Love Me Do wurde der erste Hit der Beatles. In den nachfolgenden Jahren landeten die Beatles 20 Nummer-Eins-Singles in den Billboard Hot 100 Charts. (1)
Musikgeschichtliche Bedeutung des Songs
Der Musikwissenschaftler Peter Wicke erblickt den Erfolg der Beatles mit dem Song Love Me Do in der Vermittlung eines neuen Grundverständnisses zur populären Musik: “Bemerkenswert war an dieser Aufnahme, dass sie die bis dahin konsequent behaupteten professionellen Standards in der Musikproduktion hörbar durchbrach. Hier hatten Jugendliche im Studio gestanden, die mit ihrer naiven Unbekümmertheit und der enthusiastischen Unbedarftheit den Routiniers des musikalischen Unterhaltungsbetriebs Paroli boten.” (2)
Die Drummer
Über das Schlagzeugspiel des Songs Love Me Do und die drei Drummer inklusive des Beitrags von Ringo Starr ranken sich zahlreiche Geschichten.
Als gesichert gilt: Kurze Zeit nach der Probeaufnahme wurde der bisherige Beatles-Drummer Pete Best durch Ringo Starr ersetzt. Darauf folgte am 4. September 1962 die zweite Aufnahme von Love Me Do mit Ringo Starr und am 11. September 1962 eine Aufnahme mit dem erfahrenen Session-Drummer Andy White und Ringo Starr am Tamburin. (3)
Beide Versionen, die mit Ringo Starr am Schlagzeug sowie auch die Aufnahme mit Studio-Drummer Andy White, wurden veröffentlicht.
Der Song und sein Drumpart
Love Me Do ist in der bewährten AABA Songform aufgebaut. (4) Es gibt also einen B-Teil (die Bridge), der in diesem Song jedoch nicht auffällig von dem Basis-Groove der A-Teile abweicht.

Ein neuer Beat
Bisher bestand der Drumpart der unter dem Begriff Mersey-Sound vermarkteten Songs der Bands um und aus Liverpool häufig in einem binären, verflachten US-Surf-Beat, der sich in 4/4 Takten auf unakzentuierte Achtel-Schläge auf den Becken konzentrierte und die Backbeats der Zählzeiten Zwei und Vier mit wenig Energie vorgab.
Mit dieser Spielweise konnte der Song nicht begleitet werden.
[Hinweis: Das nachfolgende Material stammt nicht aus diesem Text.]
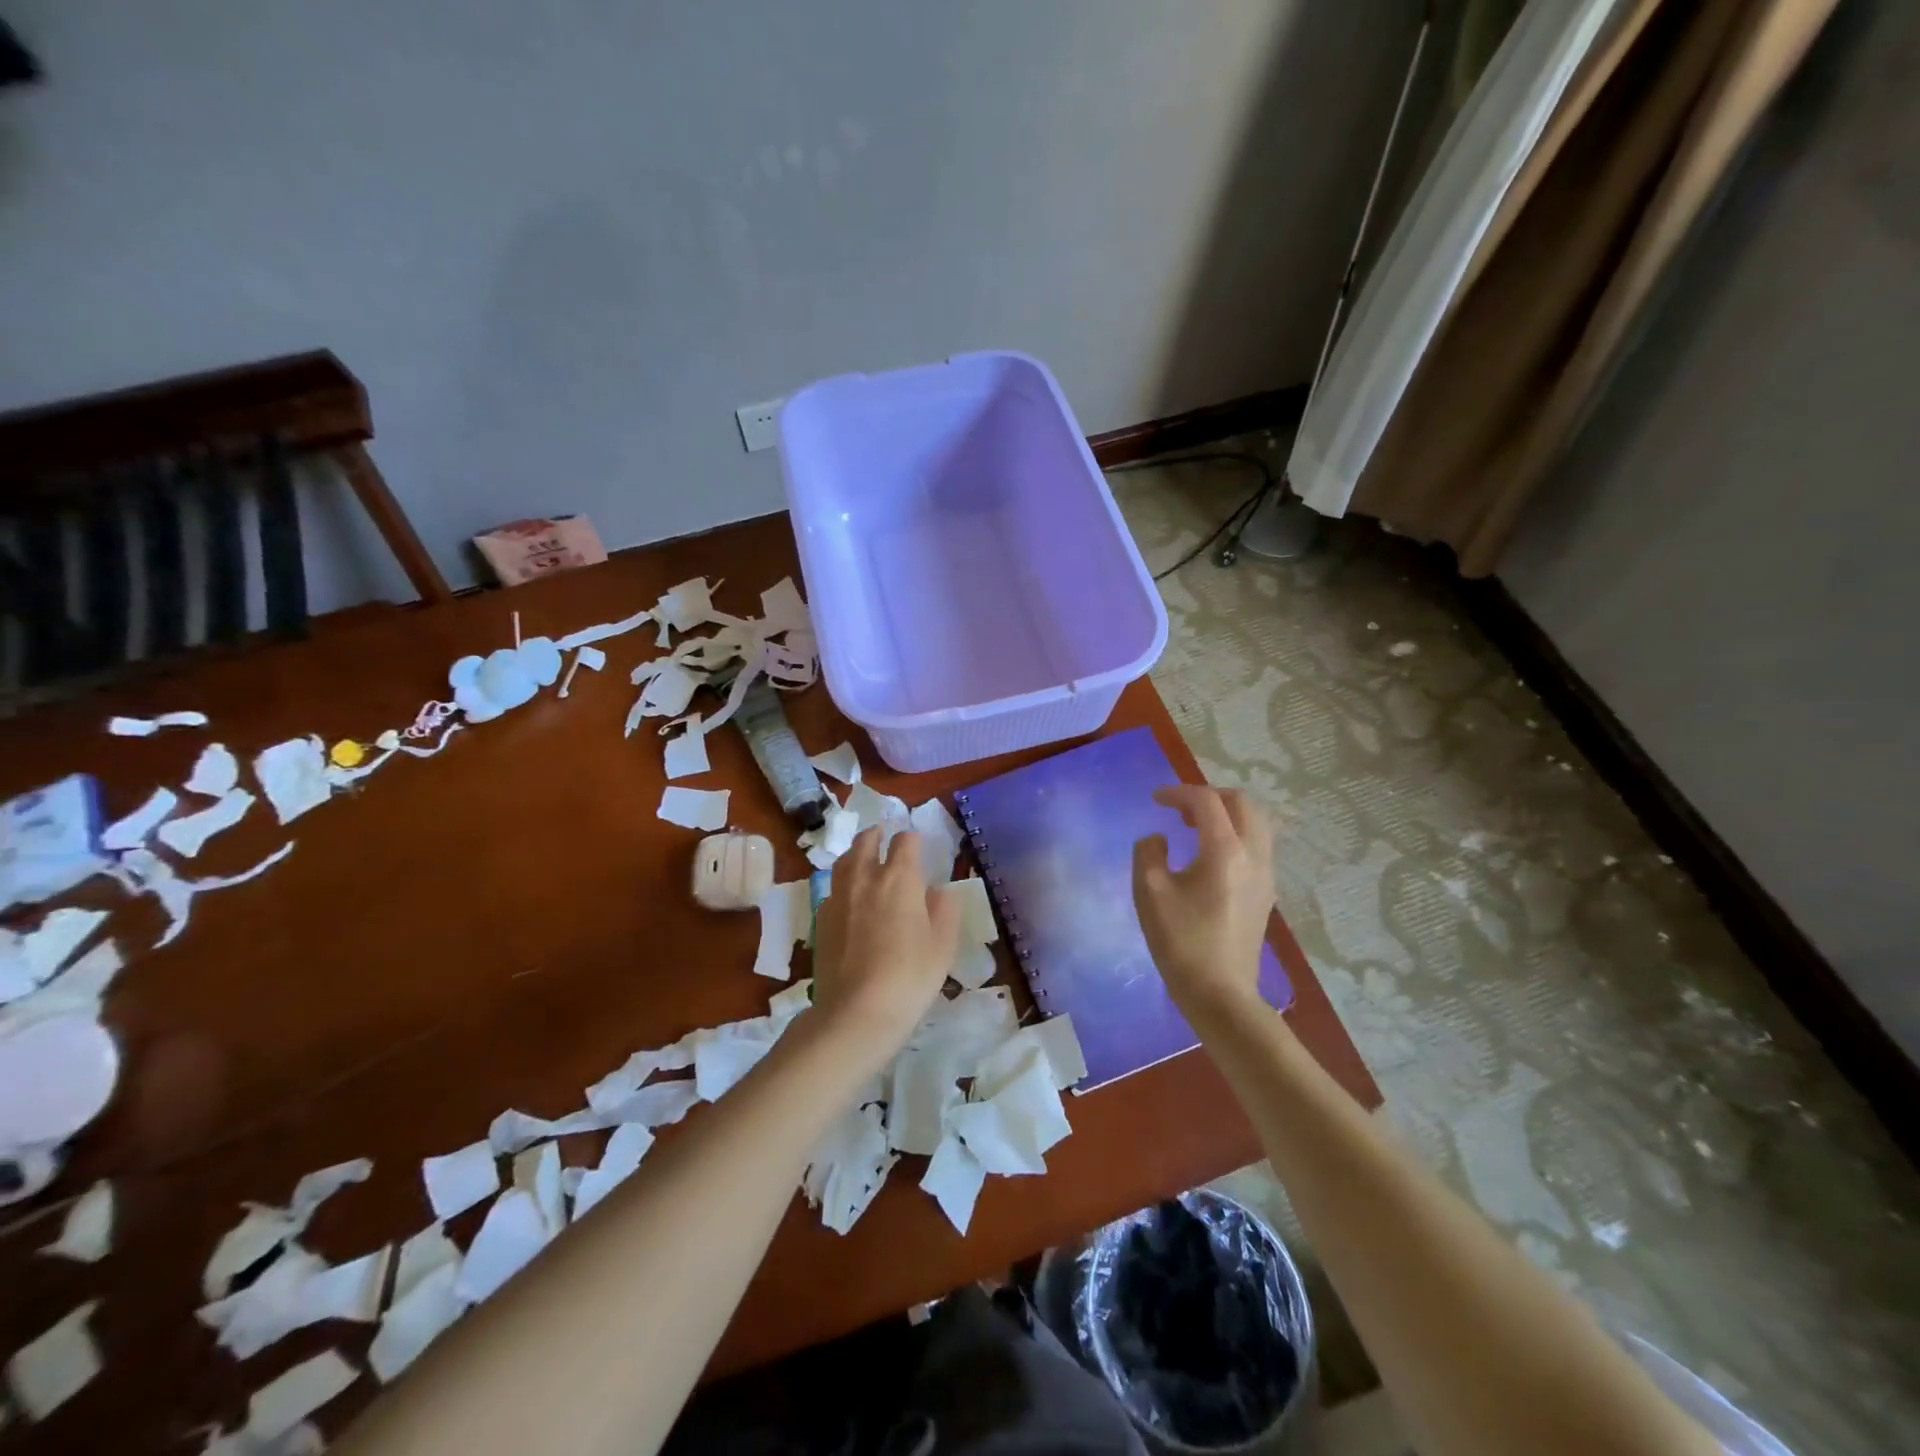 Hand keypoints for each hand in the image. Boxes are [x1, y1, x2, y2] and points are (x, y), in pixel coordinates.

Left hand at [811, 827, 959, 1059]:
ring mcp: (838, 898)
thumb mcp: (942, 946)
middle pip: (866, 841)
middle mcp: (865, 878)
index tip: (918, 845)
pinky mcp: (820, 920)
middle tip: (884, 837)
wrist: (856, 1012)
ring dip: (856, 854)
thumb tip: (939, 890)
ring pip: (844, 862)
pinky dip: (843, 884)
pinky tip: (850, 900)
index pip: (905, 841)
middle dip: (877, 835)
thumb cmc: (910, 977)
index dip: (913, 839)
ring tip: (864, 859)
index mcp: (899, 878)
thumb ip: (944, 910)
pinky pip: (832, 889)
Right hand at [1132, 786, 1275, 1022]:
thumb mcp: (1149, 893)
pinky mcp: (1266, 892)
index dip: (1179, 793)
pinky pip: (1257, 845)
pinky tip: (1209, 855)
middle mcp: (1253, 855)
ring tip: (1194, 828)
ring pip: (1256, 823)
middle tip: (1179, 809)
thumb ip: (1148, 853)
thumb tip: (1159, 839)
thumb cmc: (1181, 942)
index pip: (1207, 802)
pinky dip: (1235, 834)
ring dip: (1226, 814)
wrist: (1220, 994)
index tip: (1154, 800)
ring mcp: (1265, 875)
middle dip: (1209, 796)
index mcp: (1225, 851)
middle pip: (1242, 803)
Denn der Rhythmus der Gitarren swingt. Das war für den Mersey-Sound schon ungewöhnlich. Man könnte versucht sein, den Song am Schlagzeug einfach mit dem Basis-Swing Pattern zu begleiten. So wie es sich in tausenden Songs des R&B und des frühen Rock’n’Roll bewährt hatte. Das funktioniert auch.
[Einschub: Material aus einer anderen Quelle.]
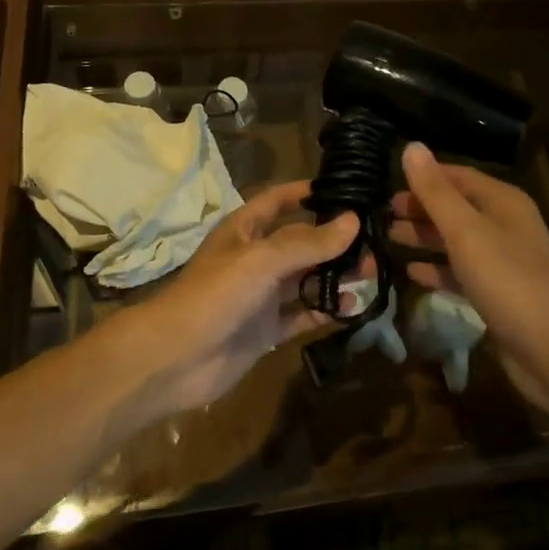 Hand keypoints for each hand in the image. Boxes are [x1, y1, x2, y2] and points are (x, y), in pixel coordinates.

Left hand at [122, 181, 358, 416]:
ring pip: (306, 279)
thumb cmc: (215, 294)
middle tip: (372, 243)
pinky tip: (353, 309)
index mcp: (245, 230)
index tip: (343, 190)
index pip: (278, 200)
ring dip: (335, 275)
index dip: (305, 193)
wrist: (176, 359)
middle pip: (300, 242)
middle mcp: (255, 258)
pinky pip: (303, 315)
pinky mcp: (267, 329)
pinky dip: (326, 311)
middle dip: (333, 241)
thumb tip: (353, 221)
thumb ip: (308, 242)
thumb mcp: (262, 260)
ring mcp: (261, 295)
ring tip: (371, 274)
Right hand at [392, 143, 548, 413]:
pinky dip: (438, 270)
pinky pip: (462, 273)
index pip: (458, 176)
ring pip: (457, 241)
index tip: (387, 183)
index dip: (424, 177)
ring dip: (424, 238)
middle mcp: (506, 226)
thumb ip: (436, 192)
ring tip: (387, 237)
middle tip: (381, 214)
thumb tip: (411, 146)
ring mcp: (504, 263)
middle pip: (457, 207)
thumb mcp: (467, 233)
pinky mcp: (499, 296)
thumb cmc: (510, 283)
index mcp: (504, 202)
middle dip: (421, 208)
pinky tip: (411, 274) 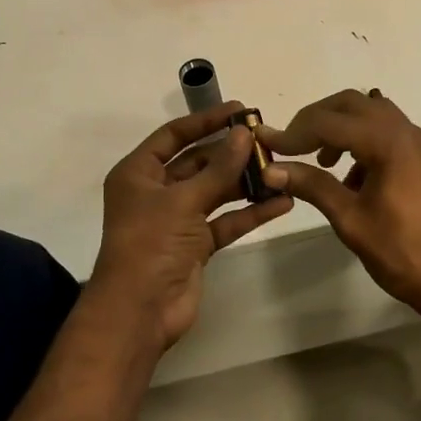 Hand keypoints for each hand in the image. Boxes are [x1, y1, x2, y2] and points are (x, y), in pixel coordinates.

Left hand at [87, 103, 292, 352]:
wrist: (140, 311)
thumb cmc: (150, 244)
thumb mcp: (183, 200)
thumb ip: (219, 168)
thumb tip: (245, 134)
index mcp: (138, 174)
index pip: (174, 136)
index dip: (205, 121)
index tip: (240, 110)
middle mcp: (156, 192)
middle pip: (198, 162)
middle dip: (231, 152)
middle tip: (268, 140)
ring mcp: (177, 219)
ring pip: (215, 191)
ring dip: (245, 182)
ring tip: (281, 169)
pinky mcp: (196, 245)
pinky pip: (226, 221)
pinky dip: (250, 213)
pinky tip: (282, 203)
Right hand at [260, 90, 420, 322]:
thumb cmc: (401, 251)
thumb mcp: (350, 219)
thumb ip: (312, 186)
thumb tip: (271, 169)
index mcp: (388, 142)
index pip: (329, 122)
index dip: (294, 132)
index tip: (267, 145)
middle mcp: (406, 130)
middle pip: (351, 103)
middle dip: (316, 119)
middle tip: (291, 144)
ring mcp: (419, 142)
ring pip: (371, 113)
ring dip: (340, 127)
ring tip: (318, 160)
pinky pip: (386, 131)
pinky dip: (361, 140)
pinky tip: (348, 176) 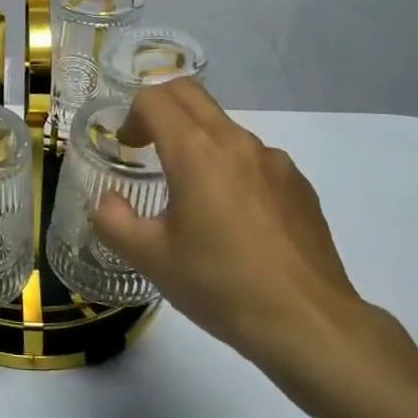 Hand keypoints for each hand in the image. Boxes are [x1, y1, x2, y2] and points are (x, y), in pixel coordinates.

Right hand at [91, 81, 390, 399]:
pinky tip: (234, 220)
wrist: (309, 323)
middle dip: (160, 108)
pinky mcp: (299, 184)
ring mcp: (274, 160)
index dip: (131, 116)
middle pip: (190, 94)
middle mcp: (236, 142)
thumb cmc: (221, 285)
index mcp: (195, 151)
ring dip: (197, 140)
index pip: (154, 99)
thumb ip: (114, 221)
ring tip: (191, 194)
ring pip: (223, 126)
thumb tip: (108, 202)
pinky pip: (254, 157)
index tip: (126, 149)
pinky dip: (231, 167)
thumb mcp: (150, 259)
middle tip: (147, 148)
Jedoch klingt das Schlagzeug dann ein wenig aus der Zeit gefallen. Das jazzige Swing Pattern fügt sich nicht so recht mit dem Beat der Gitarren und der Phrasierung des Gesangs zusammen.
Ringo Starr und Studio-Drummer Andy White griffen unter der Regie des Produzenten George Martin vielleicht deshalb nicht in die oben beschriebenen Schlagfolgen aus den Schubladen Surfbeat und Swing Pattern. Es bedurfte einer „eigenen“ Spielweise, eng an den Beat der Rhythmus-Gitarre gekoppelt.
Keep it simple
Der Basis-Groove von Love Me Do folgt konsequent der „Idee“ des Songs.
Die Schlagzeugfigur wird an die Mundharmonika-Melodie mit ihrer Phrasierung sowie die hierzu synchronen Anschläge der Rhythmusgitarre angelehnt: „Dieee-daaaa-deeee-(did)-Dad-De-dad-(de)„

Fazit
Das Schlagzeug inklusive Tamburin ist hier nicht nur „Zeithalter“. Es ist das Instrument, das einem freundlichen Tin Pan Alley Schlager einen bisher nicht gehörten frischen „Dreh“ verleiht. Gespielt wird der Groove mit der Autorität eines Big Band Drummers. Ein Vorbote des modernen Rock-Schlagzeugs.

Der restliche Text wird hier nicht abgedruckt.